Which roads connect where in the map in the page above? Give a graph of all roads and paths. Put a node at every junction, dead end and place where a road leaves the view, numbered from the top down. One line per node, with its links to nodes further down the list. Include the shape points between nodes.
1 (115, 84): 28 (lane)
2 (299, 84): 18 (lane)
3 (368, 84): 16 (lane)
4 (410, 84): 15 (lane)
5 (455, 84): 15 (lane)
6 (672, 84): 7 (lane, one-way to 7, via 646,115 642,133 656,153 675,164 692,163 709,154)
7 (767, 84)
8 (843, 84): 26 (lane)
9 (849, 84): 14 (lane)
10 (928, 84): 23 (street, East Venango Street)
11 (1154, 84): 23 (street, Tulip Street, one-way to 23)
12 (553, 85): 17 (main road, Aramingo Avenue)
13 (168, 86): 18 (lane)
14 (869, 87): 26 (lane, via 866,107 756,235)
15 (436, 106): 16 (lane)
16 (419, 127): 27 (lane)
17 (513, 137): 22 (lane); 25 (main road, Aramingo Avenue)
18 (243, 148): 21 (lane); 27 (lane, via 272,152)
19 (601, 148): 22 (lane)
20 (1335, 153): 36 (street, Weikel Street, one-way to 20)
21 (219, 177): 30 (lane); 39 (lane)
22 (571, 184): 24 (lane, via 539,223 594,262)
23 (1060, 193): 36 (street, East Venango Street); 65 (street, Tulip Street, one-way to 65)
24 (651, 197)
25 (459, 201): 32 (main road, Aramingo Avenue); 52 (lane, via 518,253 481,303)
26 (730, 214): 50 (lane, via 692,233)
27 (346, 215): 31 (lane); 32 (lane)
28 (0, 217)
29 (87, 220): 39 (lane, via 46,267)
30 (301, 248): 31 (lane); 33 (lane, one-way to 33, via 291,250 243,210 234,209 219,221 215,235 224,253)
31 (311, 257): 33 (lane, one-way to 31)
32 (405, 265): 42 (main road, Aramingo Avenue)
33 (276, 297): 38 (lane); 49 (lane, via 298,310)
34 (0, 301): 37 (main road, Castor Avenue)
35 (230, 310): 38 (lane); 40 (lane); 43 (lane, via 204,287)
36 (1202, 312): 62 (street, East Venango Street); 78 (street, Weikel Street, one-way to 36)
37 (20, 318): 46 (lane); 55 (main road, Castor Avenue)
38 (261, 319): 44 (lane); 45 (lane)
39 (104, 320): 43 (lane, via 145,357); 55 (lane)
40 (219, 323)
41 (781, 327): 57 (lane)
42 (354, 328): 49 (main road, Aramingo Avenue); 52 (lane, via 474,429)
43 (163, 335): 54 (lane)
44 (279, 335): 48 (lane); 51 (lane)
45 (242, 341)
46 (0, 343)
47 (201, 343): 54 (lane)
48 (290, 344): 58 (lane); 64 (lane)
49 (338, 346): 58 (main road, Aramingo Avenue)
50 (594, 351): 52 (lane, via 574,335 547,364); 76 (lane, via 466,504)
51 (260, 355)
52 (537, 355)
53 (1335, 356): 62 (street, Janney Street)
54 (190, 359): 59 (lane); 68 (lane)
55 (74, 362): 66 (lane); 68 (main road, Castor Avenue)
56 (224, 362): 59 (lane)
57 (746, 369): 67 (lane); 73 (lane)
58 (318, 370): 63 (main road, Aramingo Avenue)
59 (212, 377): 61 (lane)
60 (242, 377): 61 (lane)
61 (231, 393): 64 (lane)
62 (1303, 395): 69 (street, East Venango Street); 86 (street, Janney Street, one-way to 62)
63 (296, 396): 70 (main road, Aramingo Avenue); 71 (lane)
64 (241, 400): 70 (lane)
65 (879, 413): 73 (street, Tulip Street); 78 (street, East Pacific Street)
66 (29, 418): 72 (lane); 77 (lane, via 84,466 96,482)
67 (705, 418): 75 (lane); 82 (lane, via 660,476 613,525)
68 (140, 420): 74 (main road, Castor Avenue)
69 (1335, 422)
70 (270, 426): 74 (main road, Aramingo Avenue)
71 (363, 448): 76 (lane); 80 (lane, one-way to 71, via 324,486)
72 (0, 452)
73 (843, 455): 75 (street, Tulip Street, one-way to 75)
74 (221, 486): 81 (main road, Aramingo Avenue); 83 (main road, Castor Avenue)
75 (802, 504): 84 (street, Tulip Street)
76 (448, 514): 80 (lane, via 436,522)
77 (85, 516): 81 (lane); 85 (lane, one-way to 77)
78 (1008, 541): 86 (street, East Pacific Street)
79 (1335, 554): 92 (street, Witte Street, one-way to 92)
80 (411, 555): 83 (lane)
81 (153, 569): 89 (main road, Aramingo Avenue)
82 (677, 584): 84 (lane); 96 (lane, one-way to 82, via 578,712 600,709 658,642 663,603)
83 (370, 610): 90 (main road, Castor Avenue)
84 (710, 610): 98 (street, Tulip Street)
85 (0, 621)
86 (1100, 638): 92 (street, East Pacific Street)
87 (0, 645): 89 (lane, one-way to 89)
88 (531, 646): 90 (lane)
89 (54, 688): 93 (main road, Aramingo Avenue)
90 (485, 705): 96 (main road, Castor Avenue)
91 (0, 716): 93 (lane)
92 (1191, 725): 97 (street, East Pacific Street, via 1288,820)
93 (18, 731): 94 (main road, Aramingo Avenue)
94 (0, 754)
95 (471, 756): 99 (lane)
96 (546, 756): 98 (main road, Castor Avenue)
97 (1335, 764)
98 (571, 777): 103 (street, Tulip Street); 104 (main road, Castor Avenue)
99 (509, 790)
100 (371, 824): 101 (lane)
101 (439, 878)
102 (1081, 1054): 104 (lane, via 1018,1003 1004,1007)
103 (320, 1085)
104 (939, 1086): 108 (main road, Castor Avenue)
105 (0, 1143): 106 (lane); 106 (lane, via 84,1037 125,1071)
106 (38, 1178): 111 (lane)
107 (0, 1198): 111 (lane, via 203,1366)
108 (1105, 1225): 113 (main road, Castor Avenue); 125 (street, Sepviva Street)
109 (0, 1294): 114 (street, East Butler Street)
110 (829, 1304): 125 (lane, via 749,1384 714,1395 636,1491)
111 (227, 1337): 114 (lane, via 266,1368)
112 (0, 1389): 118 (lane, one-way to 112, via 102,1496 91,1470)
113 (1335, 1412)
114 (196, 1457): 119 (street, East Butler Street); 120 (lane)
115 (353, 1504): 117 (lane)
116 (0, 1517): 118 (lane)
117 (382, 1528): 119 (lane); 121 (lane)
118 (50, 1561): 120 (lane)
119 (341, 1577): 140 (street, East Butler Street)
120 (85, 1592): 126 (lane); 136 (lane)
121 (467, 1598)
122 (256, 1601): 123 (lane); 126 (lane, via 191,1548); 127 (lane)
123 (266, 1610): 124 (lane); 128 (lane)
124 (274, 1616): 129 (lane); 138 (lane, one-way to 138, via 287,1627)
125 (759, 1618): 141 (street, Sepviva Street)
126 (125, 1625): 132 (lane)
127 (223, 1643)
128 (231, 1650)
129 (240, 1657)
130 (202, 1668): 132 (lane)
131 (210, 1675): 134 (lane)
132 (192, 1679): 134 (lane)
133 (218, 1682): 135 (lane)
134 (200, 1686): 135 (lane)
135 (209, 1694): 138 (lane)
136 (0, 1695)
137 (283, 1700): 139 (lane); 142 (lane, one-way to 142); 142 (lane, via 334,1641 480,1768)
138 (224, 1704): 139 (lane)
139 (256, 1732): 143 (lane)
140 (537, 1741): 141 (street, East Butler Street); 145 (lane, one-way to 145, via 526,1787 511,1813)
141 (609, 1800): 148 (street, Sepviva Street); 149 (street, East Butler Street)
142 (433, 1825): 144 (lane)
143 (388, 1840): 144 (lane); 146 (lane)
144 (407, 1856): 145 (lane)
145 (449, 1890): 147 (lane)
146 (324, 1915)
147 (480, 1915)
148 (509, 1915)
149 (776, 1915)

○ ○ ○ ○ ○ ○ ○

### Task goal
Return every record above exactly as written.

### Solution below
Which roads connect where in the map in the page above? Give a graph of all roads and paths. Put a node at every junction, dead end and place where a road leaves the view, numbered from the top down. One line per node, with its links to nodes further down the list. Include the shape points between nodes.
1 (115, 84): 28 (lane)
2 (299, 84): 18 (lane)
3 (368, 84): 16 (lane)
4 (410, 84): 15 (lane)
5 (455, 84): 15 (lane)
6 (672, 84): 7 (lane, one-way to 7, via 646,115 642,133 656,153 675,164 692,163 709,154)
7 (767, 84)
8 (843, 84): 26 (lane)
9 (849, 84): 14 (lane)
10 (928, 84): 23 (street, East Venango Street)
11 (1154, 84): 23 (street, Tulip Street, one-way to 23)
12 (553, 85): 17 (main road, Aramingo Avenue)
13 (168, 86): 18 (lane)
14 (869, 87): 26 (lane, via 866,107 756,235)
15 (436, 106): 16 (lane)
16 (419, 127): 27 (lane)
17 (513, 137): 22 (lane); 25 (main road, Aramingo Avenue)
18 (243, 148): 21 (lane); 27 (lane, via 272,152)
19 (601, 148): 22 (lane)
20 (1335, 153): 36 (street, Weikel Street, one-way to 20)
21 (219, 177): 30 (lane); 39 (lane)
22 (571, 184): 24 (lane, via 539,223 594,262)
23 (1060, 193): 36 (street, East Venango Street); 65 (street, Tulip Street, one-way to 65)
24 (651, 197)
25 (459, 201): 32 (main road, Aramingo Avenue); 52 (lane, via 518,253 481,303)
26 (730, 214): 50 (lane, via 692,233)
27 (346, 215): 31 (lane); 32 (lane)
28 (0, 217)
29 (87, 220): 39 (lane, via 46,267)
30 (301, 248): 31 (lane); 33 (lane, one-way to 33, via 291,250 243,210 234,209 219,221 215,235 224,253)
31 (311, 257): 33 (lane, one-way to 31)
32 (405, 265): 42 (main road, Aramingo Avenue)
33 (276, 297): 38 (lane); 49 (lane, via 298,310)
34 (0, 301): 37 (main road, Castor Avenue)
35 (230, 310): 38 (lane); 40 (lane); 43 (lane, via 204,287)
36 (1202, 312): 62 (street, East Venango Street); 78 (street, Weikel Street, one-way to 36)
37 (20, 318): 46 (lane); 55 (main road, Castor Avenue)
38 (261, 319): 44 (lane); 45 (lane)
39 (104, 320): 43 (lane, via 145,357); 55 (lane)
40 (219, 323)
41 (781, 327): 57 (lane)
42 (354, 328): 49 (main road, Aramingo Avenue); 52 (lane, via 474,429)
43 (163, 335): 54 (lane)
44 (279, 335): 48 (lane); 51 (lane)
45 (242, 341)
46 (0, 343)
47 (201, 343): 54 (lane)
48 (290, 344): 58 (lane); 64 (lane)
49 (338, 346): 58 (main road, Aramingo Avenue)
50 (594, 351): 52 (lane, via 574,335 547,364); 76 (lane, via 466,504)
51 (260, 355)
52 (537, 355)
53 (1335, 356): 62 (street, Janney Street)
54 (190, 359): 59 (lane); 68 (lane)
55 (74, 362): 66 (lane); 68 (main road, Castor Avenue)
56 (224, 362): 59 (lane)
57 (746, 369): 67 (lane); 73 (lane)
58 (318, 370): 63 (main road, Aramingo Avenue)
59 (212, 377): 61 (lane)
60 (242, 377): 61 (lane)
61 (231, 393): 64 (lane)
62 (1303, 395): 69 (street, East Venango Street); 86 (street, Janney Street, one-way to 62)
63 (296, 396): 70 (main road, Aramingo Avenue); 71 (lane)
64 (241, 400): 70 (lane)
65 (879, 413): 73 (street, Tulip Street); 78 (street, East Pacific Street)
66 (29, 418): 72 (lane); 77 (lane, via 84,466 96,482)
67 (705, 418): 75 (lane); 82 (lane, via 660,476 613,525)
68 (140, 420): 74 (main road, Castor Avenue)
69 (1335, 422)
70 (270, 426): 74 (main road, Aramingo Avenue)
71 (363, 448): 76 (lane); 80 (lane, one-way to 71, via 324,486)
72 (0, 452)
73 (843, 455): 75 (street, Tulip Street, one-way to 75)
74 (221, 486): 81 (main road, Aramingo Avenue); 83 (main road, Castor Avenue)
75 (802, 504): 84 (street, Tulip Street)
76 (448, 514): 80 (lane, via 436,522)
77 (85, 516): 81 (lane); 85 (lane, one-way to 77)
78 (1008, 541): 86 (street, East Pacific Street)
79 (1335, 554): 92 (street, Witte Street, one-way to 92)
80 (411, 555): 83 (lane)
81 (153, 569): 89 (main road, Aramingo Avenue)
82 (677, 584): 84 (lane); 96 (lane, one-way to 82, via 578,712 600,709 658,642 663,603)
83 (370, 610): 90 (main road, Castor Avenue)
84 (710, 610): 98 (street, Tulip Street)
85 (0, 621)
86 (1100, 638): 92 (street, East Pacific Street)
87 (0, 645): 89 (lane, one-way to 89)
88 (531, 646): 90 (lane)
89 (54, 688): 93 (main road, Aramingo Avenue)
90 (485, 705): 96 (main road, Castor Avenue)
91 (0, 716): 93 (lane)
92 (1191, 725): 97 (street, East Pacific Street, via 1288,820)
93 (18, 731): 94 (main road, Aramingo Avenue)
94 (0, 754)
95 (471, 756): 99 (lane)
96 (546, 756): 98 (main road, Castor Avenue)
97 (1335, 764)
98 (571, 777): 103 (street, Tulip Street); 104 (main road, Castor Avenue)
99 (509, 790)
100 (371, 824): 101 (lane)
101 (439, 878)
102 (1081, 1054): 104 (lane, via 1018,1003 1004,1007)
103 (320, 1085)
104 (939, 1086): 108 (main road, Castor Avenue)
105 (0, 1143): 106 (lane); 106 (lane, via 84,1037 125,1071)
106 (38, 1178): 111 (lane)
107 (0, 1198): 111 (lane, via 203,1366)
108 (1105, 1225): 113 (main road, Castor Avenue); 125 (street, Sepviva Street)
109 (0, 1294): 114 (street, East Butler Street)
110 (829, 1304): 125 (lane, via 749,1384 714,1395 636,1491)
111 (227, 1337): 114 (lane, via 266,1368)
112 (0, 1389): 118 (lane, one-way to 112, via 102,1496 91,1470)
113 (1335, 1412)
114 (196, 1457): 119 (street, East Butler Street); 120 (lane)
115 (353, 1504): 117 (lane)
116 (0, 1517): 118 (lane)
117 (382, 1528): 119 (lane); 121 (lane)
118 (50, 1561): 120 (lane)
119 (341, 1577): 140 (street, East Butler Street)
120 (85, 1592): 126 (lane); 136 (lane)
121 (467, 1598)
122 (256, 1601): 123 (lane); 126 (lane, via 191,1548); 127 (lane)
123 (266, 1610): 124 (lane); 128 (lane)
124 (274, 1616): 129 (lane); 138 (lane, one-way to 138, via 287,1627)
125 (759, 1618): 141 (street, Sepviva Street)
126 (125, 1625): 132 (lane)
127 (223, 1643)
128 (231, 1650)
129 (240, 1657)
130 (202, 1668): 132 (lane)
131 (210, 1675): 134 (lane)
132 (192, 1679): 134 (lane)
133 (218, 1682): 135 (lane)
134 (200, 1686): 135 (lane)
135 (209, 1694): 138 (lane)
136 (0, 1695)
137 (283, 1700): 139 (lane); 142 (lane, one-way to 142); 142 (lane, via 334,1641 480,1768)
138 (224, 1704): 139 (lane)
139 (256, 1732): 143 (lane)
140 (537, 1741): 141 (street, East Butler Street); 145 (lane, one-way to 145, via 526,1787 511,1813)
141 (609, 1800): 148 (street, Sepviva Street); 149 (street, East Butler Street)
142 (433, 1825): 144 (lane)
143 (388, 1840): 144 (lane); 146 (lane)
144 (407, 1856): 145 (lane)
145 (449, 1890): 147 (lane)
146 (324, 1915)
147 (480, 1915)
148 (509, 1915)
149 (776, 1915)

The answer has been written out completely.